Stored entries
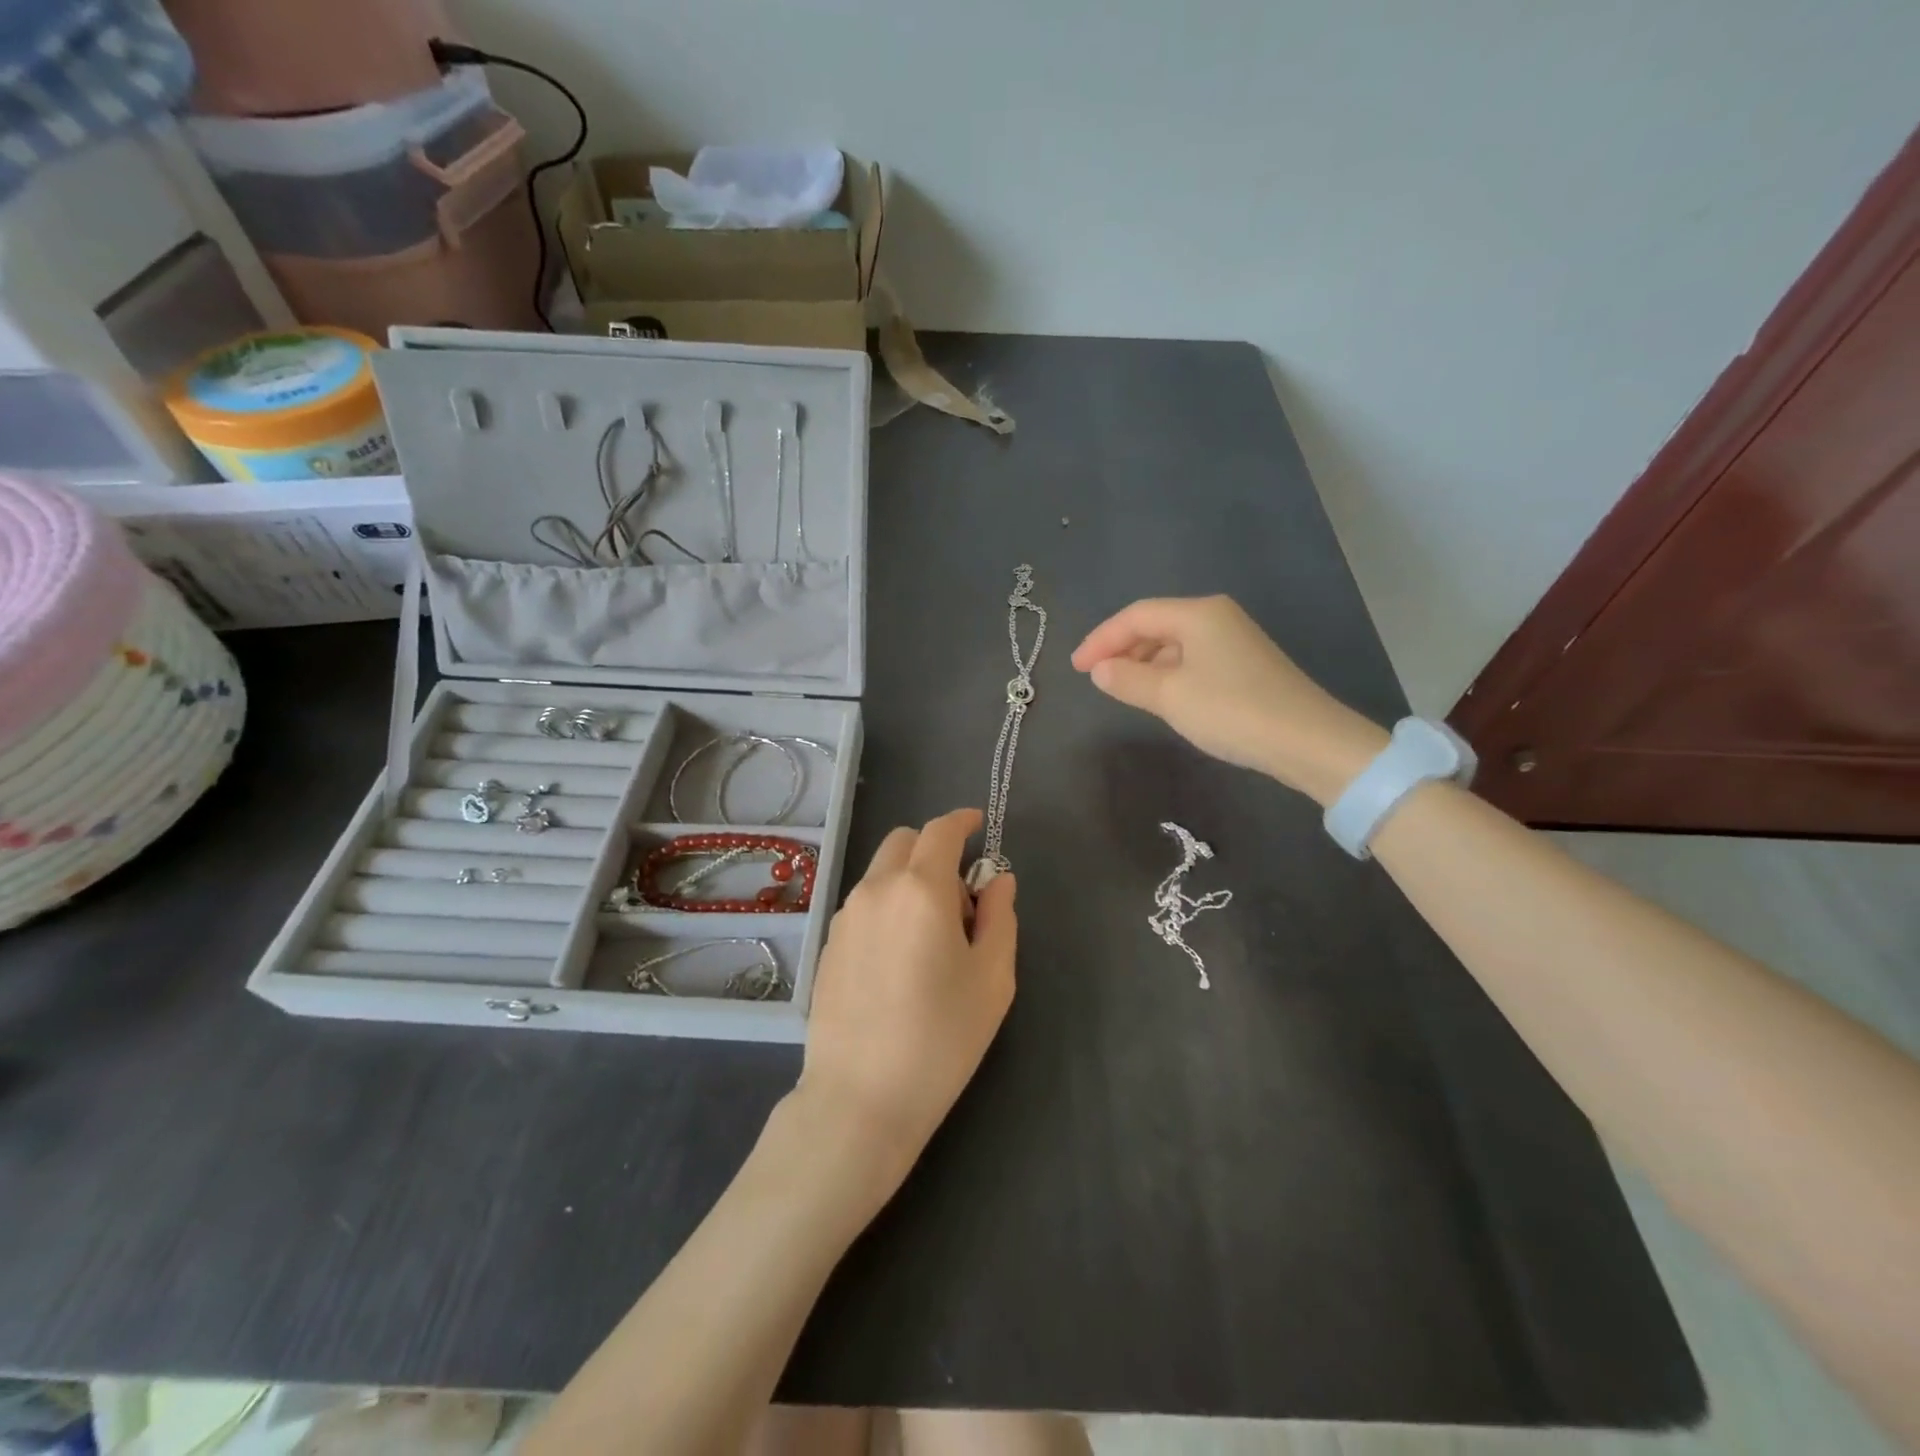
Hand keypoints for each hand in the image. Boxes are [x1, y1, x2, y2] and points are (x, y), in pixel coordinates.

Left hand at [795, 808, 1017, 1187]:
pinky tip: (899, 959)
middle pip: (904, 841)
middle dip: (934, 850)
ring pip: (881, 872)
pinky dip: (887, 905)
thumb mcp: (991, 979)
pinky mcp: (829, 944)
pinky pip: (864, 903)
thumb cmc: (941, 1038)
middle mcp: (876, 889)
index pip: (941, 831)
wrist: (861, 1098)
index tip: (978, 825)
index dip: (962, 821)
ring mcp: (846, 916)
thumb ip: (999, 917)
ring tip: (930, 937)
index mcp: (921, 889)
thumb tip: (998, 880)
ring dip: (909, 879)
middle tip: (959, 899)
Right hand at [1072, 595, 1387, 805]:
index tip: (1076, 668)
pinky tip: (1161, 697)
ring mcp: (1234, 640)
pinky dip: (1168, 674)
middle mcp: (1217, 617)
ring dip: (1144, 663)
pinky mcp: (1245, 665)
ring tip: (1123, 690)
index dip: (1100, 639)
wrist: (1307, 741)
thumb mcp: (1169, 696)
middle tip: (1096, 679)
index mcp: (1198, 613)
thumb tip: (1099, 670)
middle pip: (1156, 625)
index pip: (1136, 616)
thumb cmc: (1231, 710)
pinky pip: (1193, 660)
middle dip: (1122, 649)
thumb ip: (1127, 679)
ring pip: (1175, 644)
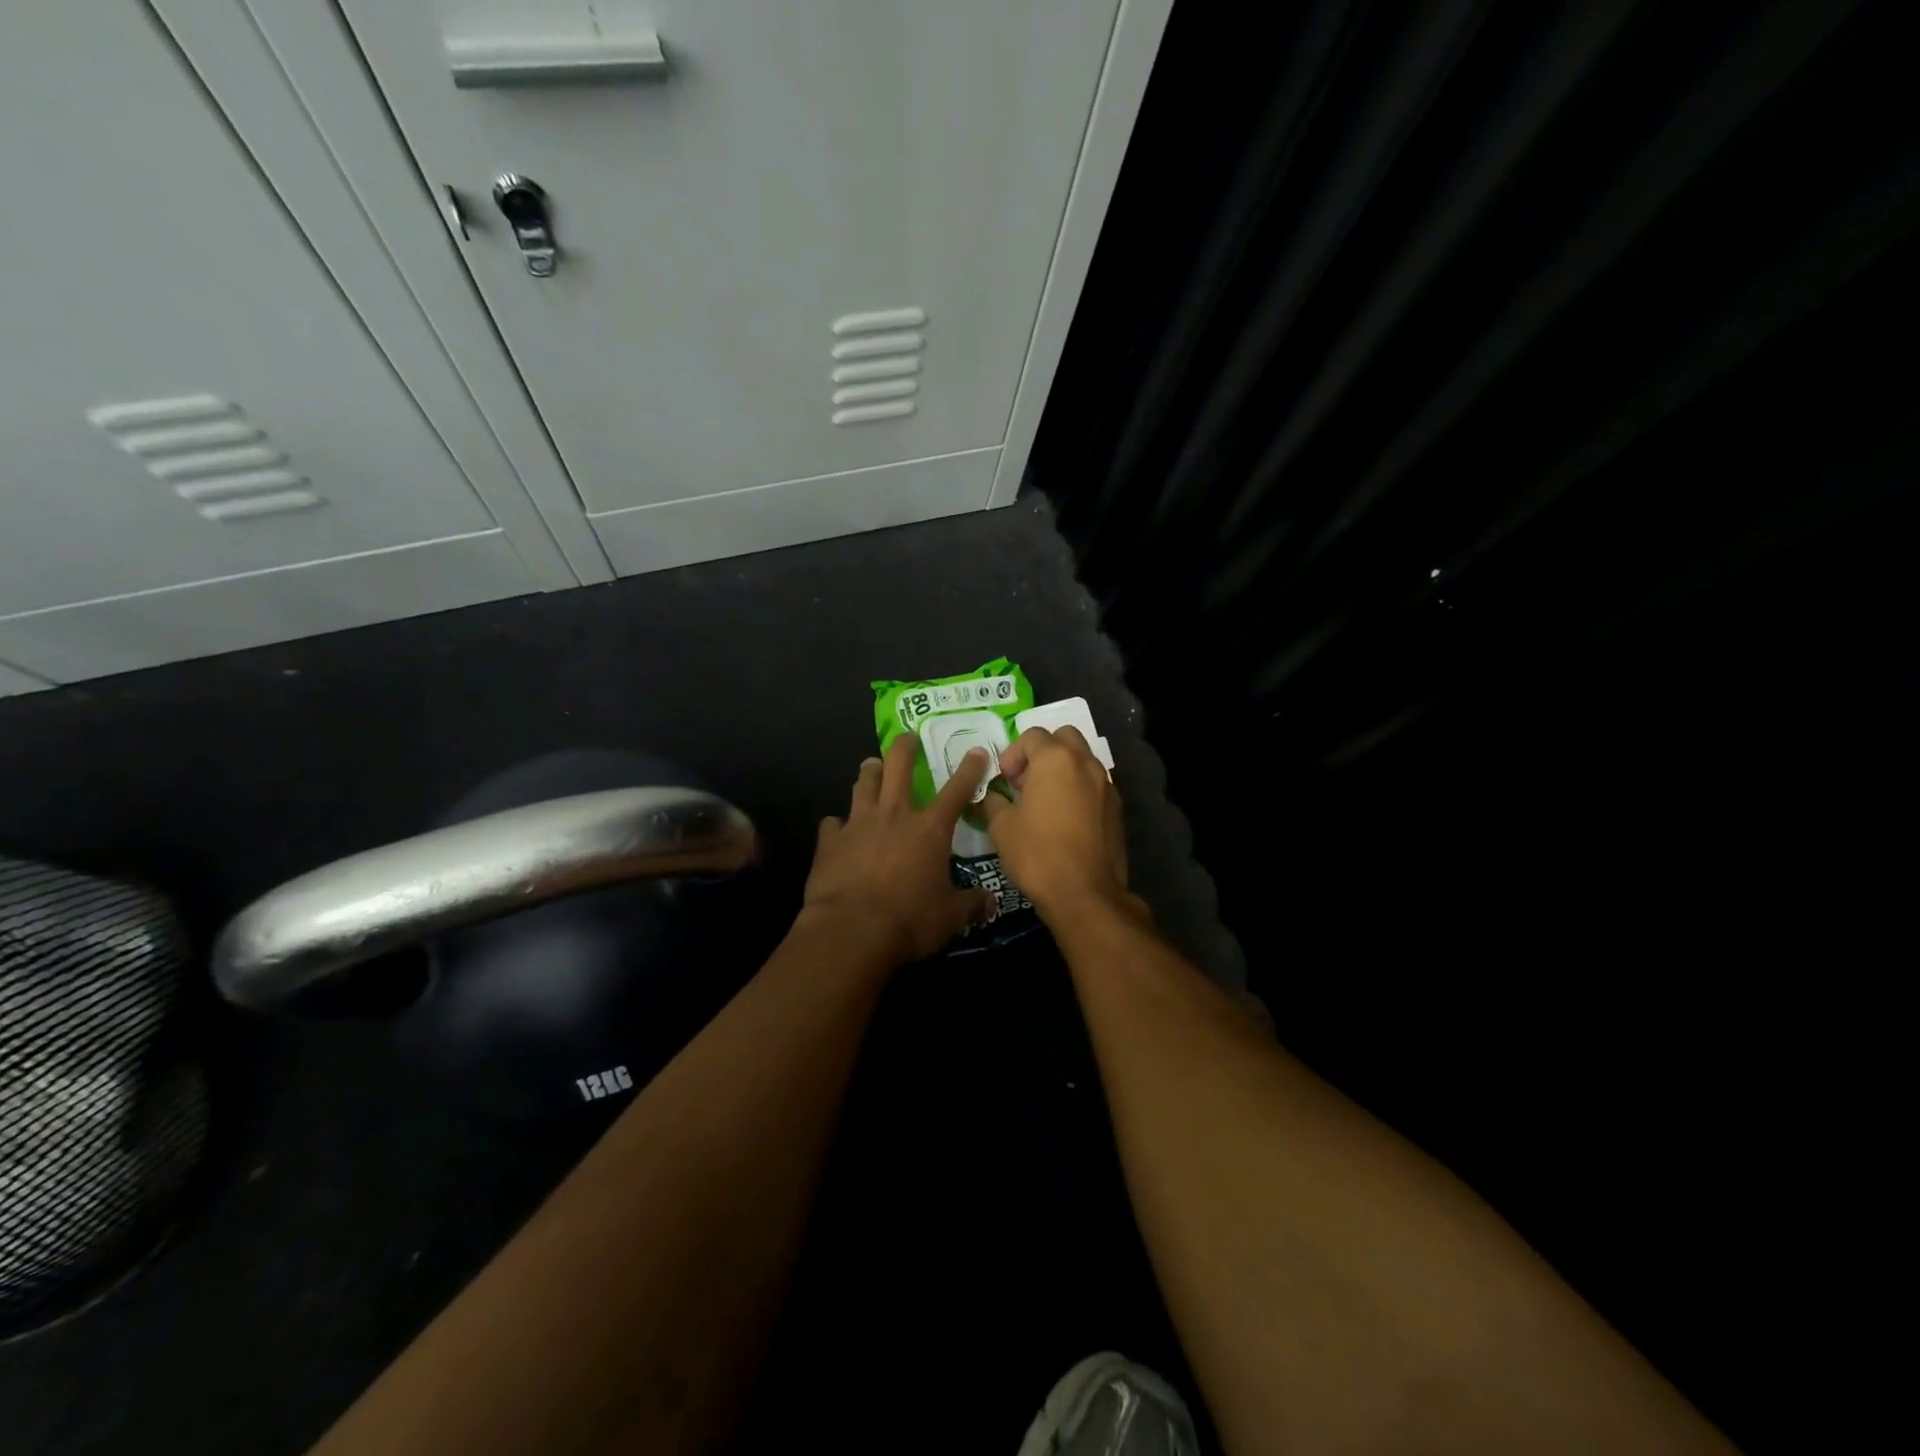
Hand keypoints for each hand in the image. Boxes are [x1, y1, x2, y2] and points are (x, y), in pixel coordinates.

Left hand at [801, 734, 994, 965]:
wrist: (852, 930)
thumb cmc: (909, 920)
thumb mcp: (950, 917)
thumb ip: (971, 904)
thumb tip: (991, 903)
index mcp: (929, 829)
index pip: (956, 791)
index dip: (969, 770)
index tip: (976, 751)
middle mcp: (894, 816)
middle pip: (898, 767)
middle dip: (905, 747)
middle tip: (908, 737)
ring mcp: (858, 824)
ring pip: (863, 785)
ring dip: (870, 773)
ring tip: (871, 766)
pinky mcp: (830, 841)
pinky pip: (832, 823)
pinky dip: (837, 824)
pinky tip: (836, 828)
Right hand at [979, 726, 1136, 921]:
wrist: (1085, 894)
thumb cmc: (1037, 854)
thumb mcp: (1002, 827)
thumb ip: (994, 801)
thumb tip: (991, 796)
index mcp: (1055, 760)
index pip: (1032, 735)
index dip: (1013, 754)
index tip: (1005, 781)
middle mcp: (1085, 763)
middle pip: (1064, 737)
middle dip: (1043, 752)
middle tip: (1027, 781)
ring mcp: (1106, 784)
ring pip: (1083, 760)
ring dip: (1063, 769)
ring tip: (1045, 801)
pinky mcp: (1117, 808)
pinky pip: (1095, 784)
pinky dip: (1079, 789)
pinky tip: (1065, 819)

| About this exercise |
Both the line containing "middle dip: (1122, 649)" and the line containing "ring pip: (1083, 760)" above belong in the output, as do the lines between them. Print them exactly, without pictures.

| Answer section |
middle dip: (1122, 649)
thumb ip: (1127, 679)
ring pip: (1175, 644)
Hand keypoints for each hand in the image. Boxes are [x1, y1, x2, y2] and points are (x, y), in pixel coordinates.

Left hand at [801, 734, 994, 965]:
wrist: (852, 930)
thumb cmc: (909, 920)
thumb mcp: (950, 917)
thumb ip: (971, 904)
thumb tip: (991, 903)
index mcp: (929, 829)
index pip: (956, 791)
index dip: (969, 770)
index tip: (976, 751)
middle mcp: (894, 816)
middle pip: (898, 767)
middle dip: (905, 747)
middle tip: (908, 737)
ring mcp: (858, 824)
ring pip: (863, 785)
ring dip: (870, 773)
ring tip: (871, 766)
pinky mcp: (830, 841)
pinky pip: (832, 823)
pinky dip: (837, 824)
pinky tip: (836, 828)
Right hand at [979, 726, 1136, 921]:
wrist: (1085, 894)
thumb cmc: (1037, 854)
thumb mcp: (1002, 827)
thumb ip: (994, 801)
thumb tip: (991, 796)
index mcp: (1055, 760)
index pip: (1032, 735)
index dip: (1013, 754)
index tip: (1005, 781)
middle mcp: (1085, 763)
middle pip: (1064, 737)
middle dip: (1043, 752)
middle tip: (1027, 781)
ring mcp: (1106, 784)
ring pip: (1083, 760)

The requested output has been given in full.